KILAS INTERNASIONAL

Iran soal Sanksi AS hingga Pembuat Novichok Minta Maaf

AFP TV, CNN Indonesia | Selasa, 22/09/2020 06:26 WIB
Serangkaian peristiwa terjadi pada Senin (22/9) mulai dari respons Iran soal sanksi senjata AS hingga ilmuawn pembuat racun Novichok minta maaf. Presiden Iran Hassan Rouhani. (Foto: Kena Betancur / AFP)
Jakarta, CNN Indonesia --

Sejumlah peristiwa terjadi pada Selasa (22/9) dirangkum dalam kilas internasional. Mulai dari sanksi senjata AS terhadap Iran hingga ilmuwan pembuat racun Novichok meminta maaf ke Alexei Navalny.

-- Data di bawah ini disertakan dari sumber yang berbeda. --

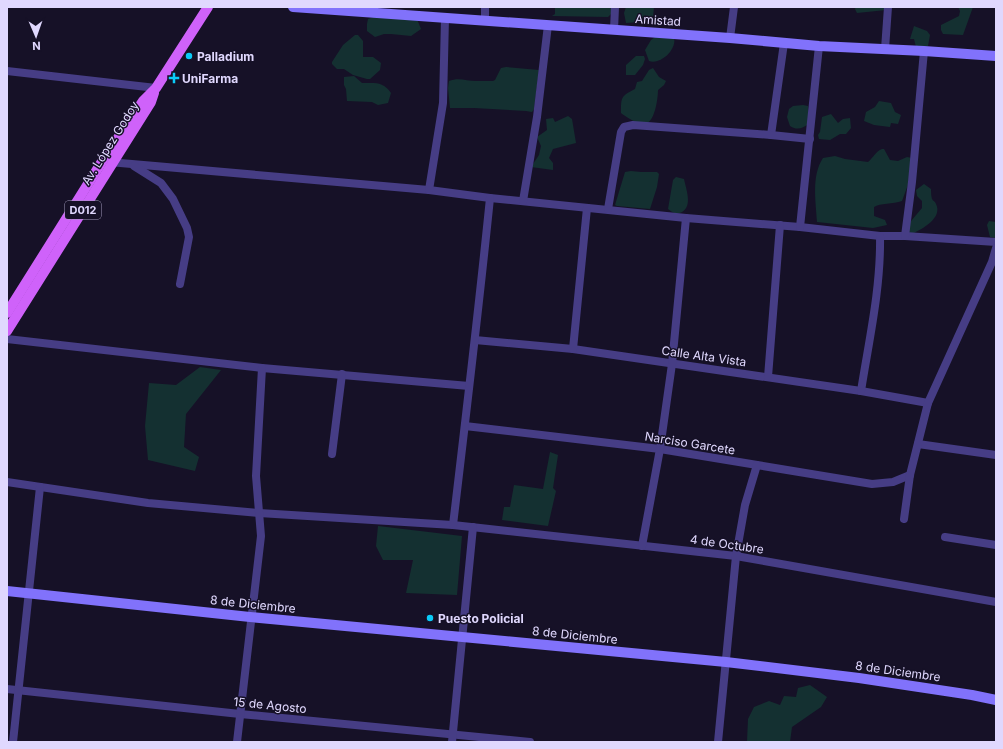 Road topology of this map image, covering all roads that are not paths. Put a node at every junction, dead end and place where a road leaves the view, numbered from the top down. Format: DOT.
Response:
graph roads {
  1 [pos="208,7"];
  2 [pos="293,7"];
  3 [pos="485,7"];
  4 [pos="615,7"];
  5 [pos="734,7"];
  6 [pos="888,7"];
  7 [pos="444,18"];
  8 [pos="485,21"];
  9 [pos="548,26"];
  10 [pos="614,30"];
  11 [pos="730,38"];
  12 [pos="784,43"];
  13 [pos="819,46"];
  14 [pos="885,49"];
  15 [pos="924,51"];
  16 [pos="996,56"];
  17 [pos="7,71"];
  18 [pos="156,88"];
  19 [pos="771,135"];
  20 [pos="810,139"];
  21 [pos="103,160"];
  22 [pos="114,163"];
  23 [pos="131,164"];
  24 [pos="429,190"];
  25 [pos="490,198"];
  26 [pos="523,201"];
  27 [pos="587,208"];
  28 [pos="608,209"];
  29 [pos="686,218"];
  30 [pos="780,225"];
  31 [pos="800,227"];
  32 [pos="880,236"];
  33 [pos="905,236"];
  34 [pos="996,242"];
  35 [pos="996,248"];
  36 [pos="180,284"];
  37 [pos="7,313"];
  38 [pos="7,331"];
  39 [pos="7,339"];
  40 [pos="475,340"];
  41 [pos="573,349"];
  42 [pos="672,364"];
  43 [pos="262,368"];
  44 [pos="342,374"];
  45 [pos="768,377"];
  46 [pos="468,386"];
  47 [pos="861,391"];
  48 [pos="928,404"];
  49 [pos="465,426"];
  50 [pos="918,444"];
  51 [pos="660,450"];
  52 [pos="332,454"];
  53 [pos="996,455"];
  54 [pos="757,465"];
  55 [pos="910,475"];
  56 [pos="7,482"];
  57 [pos="40,487"];
  58 [pos="258,513"];
  59 [pos="904,519"];
  60 [pos="453,525"];
  61 [pos="473,527"];
  62 [pos="945,537"];
  63 [pos="996,545"];
  64 [pos="642,546"];
  65 [pos="736,556"];
  66 [pos="7,591"];
  67 [pos="29,594"];
  68 [pos="996,602"];
  69 [pos="250,617"];
  70 [pos="463,637"];
  71 [pos="726,662"];
  72 [pos="7,689"];
  73 [pos="19,690"];
  74 [pos="996,700"];
  75 [pos="240,714"];
  76 [pos="453,738"];
  77 [pos="13,742"];
  78 [pos="237,742"];
  79 [pos="530,742"];
  80 [pos="718,742"];
  1 -- 18 [label="main road, D012"];
  2 -- 7 [label="street, Amistad"];
  3 -- 8 [label="street"];
  4 -- 10 [label="street"];
  5 -- 11 [label="street"];
  6 -- 14 [label="street"];
  7 -- 8 [label="street, Amistad"];
  7 -- 24 [label="street"];
  8 -- 9 [label="street, Amistad"];
  9 -- 10 [label="street, Amistad"];
  9 -- 26 [label="street"];
  10 -- 11 [label="street, Amistad"];
  11 -- 12 [label="street, Amistad"];
  12 -- 13 [label="street, Amistad"];
  12 -- 19 [label="street"];
  13 -- 14 [label="street, Amistad"];
  13 -- 20 [label="street"];
  14 -- 15 [label="street, Amistad"];
  15 -- 16 [label="street, Amistad"];
  15 -- 33 [label="street"];
  17 -- 18 [label="street"];
  18 -- 21 [label="main road, D012"];
  18 -- 22 [label="main road, Av. López Godoy / D012"];
  19 -- 20 [label="street"];
  19 -- 28 [label="street"];
  20 -- 31 [label="street"];
  21 -- 22 [label="street"];
  21 -- 37 [label="main road, D012"];
  22 -- 23 [label="street"];
  22 -- 38 [label="main road, Av. López Godoy / D012"];
  23 -- 24 [label="street"];
  23 -- 36 [label="street"];
  24 -- 25 [label="street"];
  25 -- 26 [label="street"];
  25 -- 40 [label="street"];
  26 -- 27 [label="street"];
  27 -- 28 [label="street"];
  27 -- 41 [label="street"];
  28 -- 29 [label="street"];
  29 -- 30 [label="street"];
  29 -- 42 [label="street"];
  30 -- 31 [label="street"];
  30 -- 45 [label="street"];
  31 -- 32 [label="street"];
  32 -- 33 [label="street"];
  32 -- 47 [label="street"];
  33 -- 34 [label="street"];
  35 -- 48 [label="street"];
  39 -- 43 [label="street"];
  40 -- 41 [label="street, Calle Alta Vista"];
  40 -- 46 [label="street"];
  41 -- 42 [label="street, Calle Alta Vista"];
  42 -- 45 [label="street, Calle Alta Vista"];
  42 -- 51 [label="street"];
  43 -- 44 [label="street"];
  43 -- 58 [label="street"];
  44 -- 46 [label="street"];
  44 -- 52 [label="street"];
  45 -- 47 [label="street, Calle Alta Vista"];
  46 -- 49 [label="street"];
  47 -- 48 [label="street, Calle Alta Vista"];
  48 -- 50 [label="street"];
  49 -- 51 [label="street, Narciso Garcete"];
  49 -- 60 [label="street"];
  50 -- 53 [label="street"];
  50 -- 55 [label="street"];
  51 -- 54 [label="street, Narciso Garcete"];
  51 -- 64 [label="street"];
  54 -- 55 [label="street, Narciso Garcete"];
  54 -- 65 [label="street"];
  55 -- 59 [label="street"];
  56 -- 57 [label="street, 4 de Octubre"];
  57 -- 58 [label="street, 4 de Octubre"];
  57 -- 67 [label="street"];
  58 -- 60 [label="street, 4 de Octubre"];
  58 -- 69 [label="street"];
  60 -- 61 [label="street, 4 de Octubre"];
  61 -- 64 [label="street, 4 de Octubre"];
  61 -- 70 [label="street"];
  62 -- 63 [label="street"];
  64 -- 65 [label="street, 4 de Octubre"];
  65 -- 68 [label="street, 4 de Octubre"];
  65 -- 71 [label="street"];
  66 -- 67 [label="street, 8 de Diciembre"];
  67 -- 69 [label="street, 8 de Diciembre"];
  67 -- 73 [label="street"];
  69 -- 70 [label="street, 8 de Diciembre"];
  69 -- 75 [label="street"];
  70 -- 71 [label="street, 8 de Diciembre"];
  70 -- 76 [label="street"];
  71 -- 74 [label="street, 8 de Diciembre"];
  71 -- 80 [label="street"];
  72 -- 73 [label="street, 15 de Agosto"];
  73 -- 75 [label="street, 15 de Agosto"];
  73 -- 77 [label="street"];
  75 -- 76 [label="street, 15 de Agosto"];
  75 -- 78 [label="street"];
  76 -- 79 [label="street, 15 de Agosto"];
}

Upaya Sanksi Kembali Gagal, Iran Sebut AS Kini Terkucil

Pemerintah Iran menyatakan musuh bebuyutan mereka, Amerika Serikat, kini terkucil setelah negara-negara besar menolak pernyataan sepihak tentang pemberlakuan kembali sanksi Perserikatan Bangsa-Bangsa (PBB).

Melansir AFP, Senin (21/9), Presiden Iran, Hassan Rouhani, mengatakan kampanye yang dilakukan AS untuk menekan Teheran telah menjadi bumerang.


"Kami dapat mengatakan bahwa 'tekanan maksimum' Amerika terhadap Iran, dalam aspek politik dan hukumnya, telah berubah menjadi isolasi maksimum (bagi) Amerika," kata Rouhani dalam pertemuan kabinet yang disiarkan di televisi.

AS mengklaim sanksi terhadap Iran kembali diberlakukan di bawah mekanisme "snapback" dalam perjanjian nuklir 2015, meskipun mereka telah menarik diri dari kesepakatan itu. AS juga mengancam akan "memberikan konsekuensi" kepada negara-negara yang tidak mematuhinya.

AS Berlakukan Kembali Sanksi Senjata Terhadap Iran

Menteri Luar Negeri Mike Pompeo mengatakan bahwa Amerika Serikat telah memberlakukan kembali sanksi senjata terhadap Iran.

Pompeo mengatakan langkah ini merupakan tindakan terbaru dalam kampanye "tekanan maksimum" terhadap Teheran. Tindakan tersebut terjadi setelah pemerintah AS gagal memperpanjang embargo senjata konvensional yang akan berakhir bulan depan di bawah kesepakatan nuklir Iran.

"Amerika Serikat mengharapkan semua Negara Anggota PBB sepenuhnya mematuhi kewajiban mereka untuk menerapkan langkah-langkah ini. Selain embargo senjata, (sanksi) ini termasuk larangan Iran untuk terlibat dalam kegiatan pengayaan dan pemrosesan ulang, larangan pengujian dan pengembangan rudal balistik oleh Iran, dan sanksi atas transfer teknologi terkait nuklir dan rudal ke Iran," kata Pompeo dalam sebuah pernyataan.

"Jika Negara Anggota PBB gagal memenuhi kewajiban mereka untuk menerapkan sanksi ini, Amerika Serikat siap menggunakan otoritas domestik kami untuk memberlakukan konsekuensi atas kegagalan tersebut dan memastikan bahwa Iran tidak menuai keuntungan dari aktivitas yang dilarang oleh PBB," tambahnya.

Ilmuwan Pembuat Racun Novichok Minta Maaf ke Navalny

Seorang ilmuwan yang ikut mengembangkan racun saraf Novichok, Will Mirzyanov, menyampaikan permintaan maaf kepada tokoh oposisi Rusia, Alexei Navalny, setelah sempat koma karena diduga diracun dengan zat tersebut.

Will merupakan ilmuwan pertama yang mengungkap perkembangan Novichok.

Melansir AFP, Senin (21/9), dalam wawancara dengan stasiun televisi Rain of Russia pada Sabtu (19/9) malam waktu setempat, Wil mengatakan bahwa dia ingin meminta maaf kepada Navalny.

Sebab, pemerintah Jerman menyatakan lelaki berusia 44 tahun itu menunjukkan bukti telah keracunan Novichok.

"Saya terlibat dalam pekerjaan kriminal ini karena perkembangan zat ini, saya meminta maaf kepada Navalny," ujar Will yang menetap di Amerika Serikat sejak 1995.